So, the game can be played anywhere. If Toronto has to play in a minor league park in Florida, it’ll still be three-strikes-you’re-out, Ball 4-you-walk stuff. It doesn’t matter if it’s in an empty lot with rocks for bases or a state-of-the-art-domed stadium, it’s the old ballgame.

But can it be played by anybody? Replacement players, for example?

Well, Buzzie Bavasi for years was the premier executive of the big leagues. He used to put the Dodgers in a World Series annually. No one knew the game better than Buzzie. Here is his take on the grand old game in the year of Our Lord 1995:

“This morning, your paper carried a front-page story re the strike. The story quoted a Joe Girardi. He gave his opinion of the caliber of baseball that will be played if replacements are used. Good gravy, 300 players that played in the big leagues last year were replacement players! All of the 300 would be wearing Pawtucket or Paducah across their jerseys if it weren’t for expansion.”

The major league camps are full of Walter Mittys today. They have climbed down from their trucks, out from behind their lunch counters, untying their aprons to fulfill their fantasies.

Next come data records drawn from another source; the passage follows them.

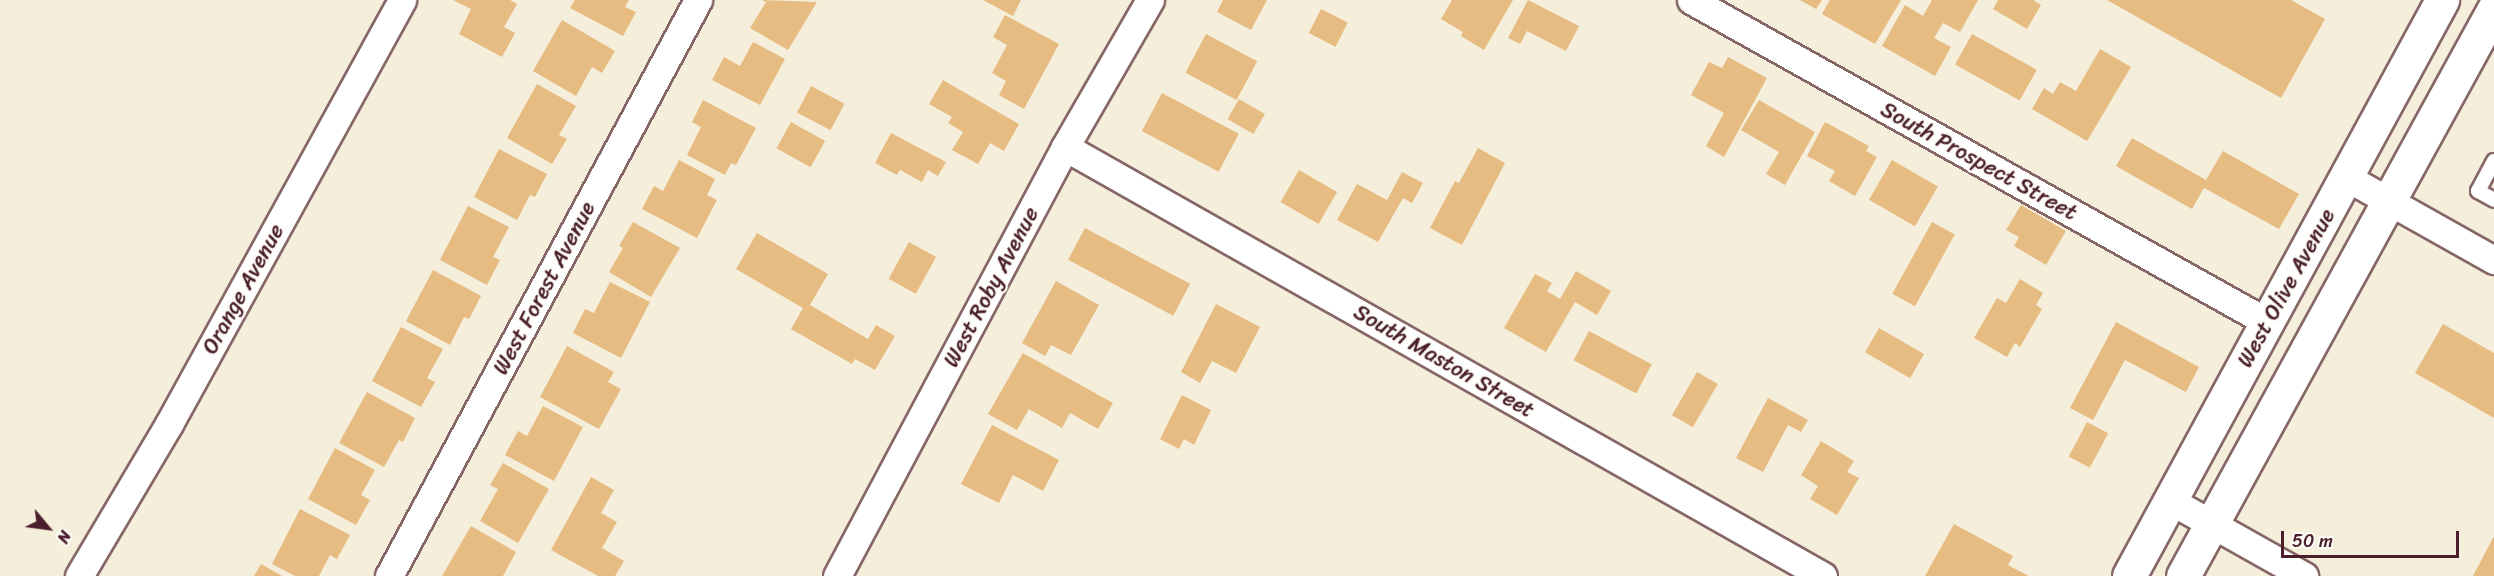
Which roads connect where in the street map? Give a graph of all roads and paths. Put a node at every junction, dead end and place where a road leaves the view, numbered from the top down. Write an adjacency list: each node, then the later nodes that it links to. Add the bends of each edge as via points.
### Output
1 (402, 0): 16 (street, Orange Avenue, via 169,424)
2 (698, 0): 17 (street, West Forest Avenue)
3 (1150, 0): 7 (street, West Roby Avenue)
4 (1691, 0): 13 (street, South Prospect Street)
5 (2442, 0): 9 (main road, West Olive Avenue)
6 (2494, 9): 11 (main road)
7 (1065, 147): 18 (street, West Roby Avenue); 19 (street, South Maston Street)
8 (2494, 161): 10 (lane, via 2478,191)
9 (2346, 177): 11 (street); 13 (main road, West Olive Avenue)
10 (2494, 200)
11 (2390, 201): 12 (street); 15 (main road)
12 (2494, 260)
13 (2267, 322): 14 (main road, West Olive Avenue)
14 (2171, 501): 15 (street); 20 (main road, West Olive Avenue)
15 (2212, 524): 21 (main road); 22 (street)
16 (79, 576)
17 (389, 576)
18 (837, 576)
19 (1823, 576)
20 (2129, 576)
21 (2183, 576)
22 (2304, 576)

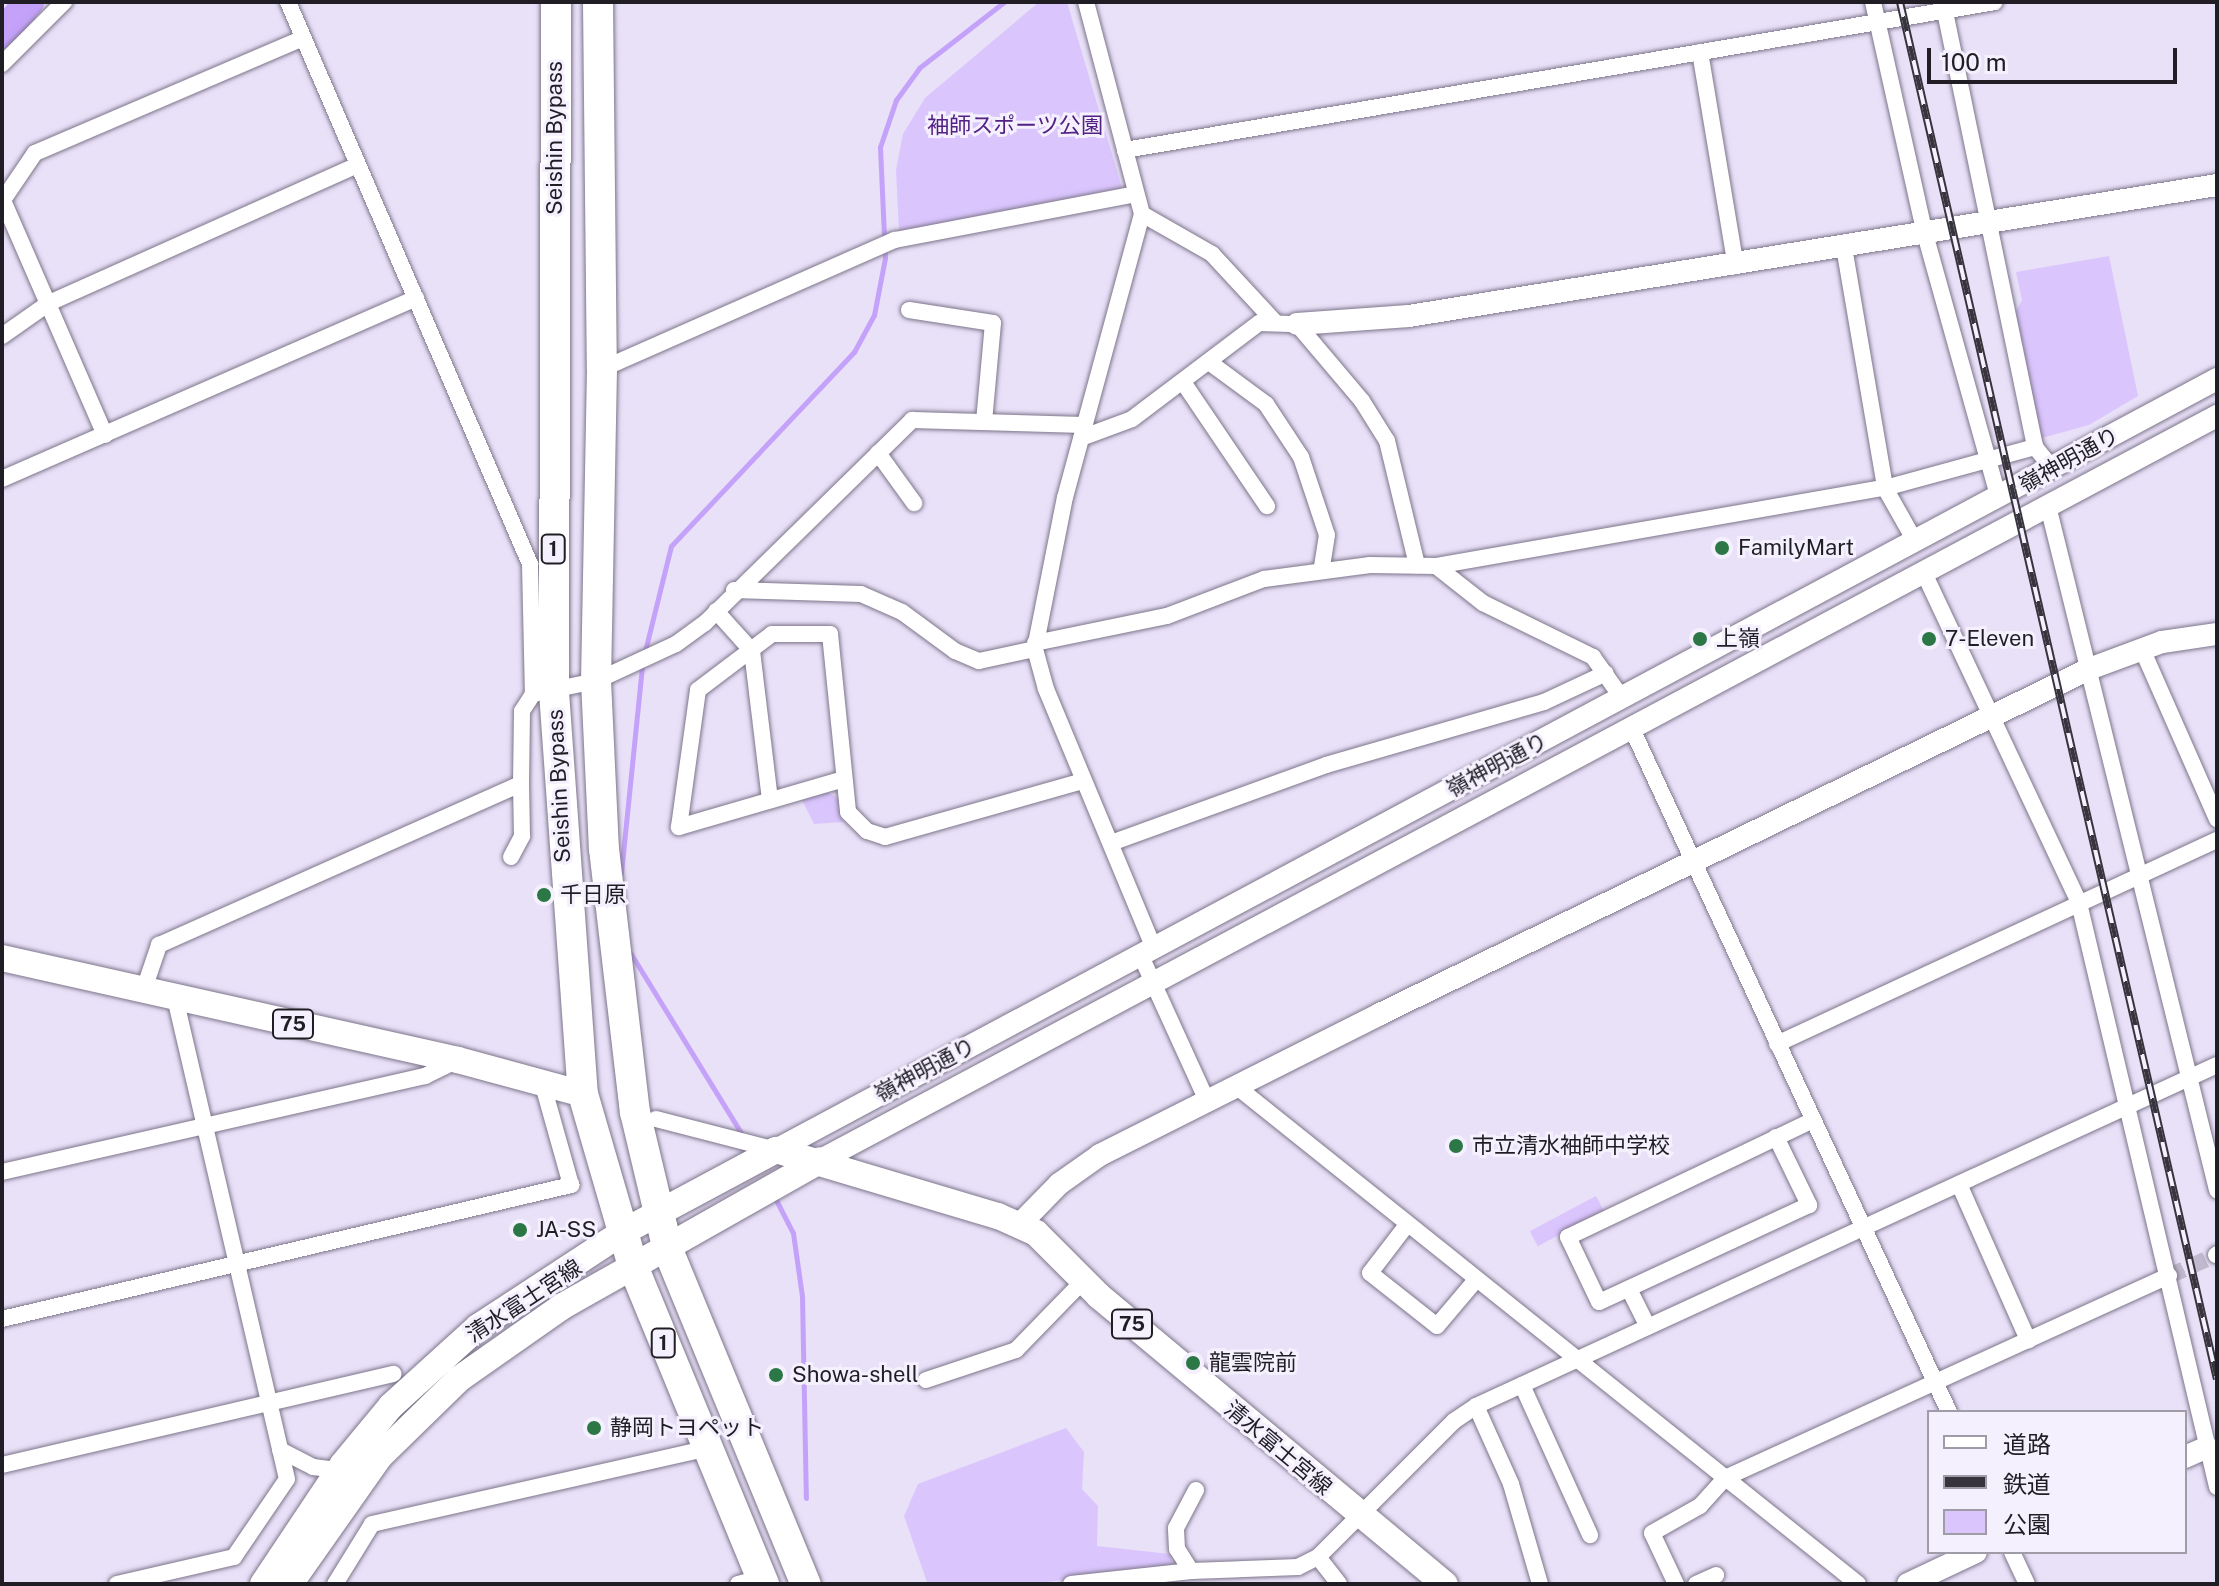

It is the outraged notion of most people in my profession that they are disgracing and degrading the uniforms they wear, that for them to don the uniforms Babe Ruth and Lou Gehrig once wore is sacrilegious, blasphemous.

Hey! Lots of guys in Yankee uniforms--or Cardinal uniforms or Dodger uniforms--over the years have batted .219, couldn’t hit the curveball. The “Miranda Line” is .201, hit by a Baltimore regular in the 1950s. Zoilo Versalles batted .196 for the Dodgers in 1968.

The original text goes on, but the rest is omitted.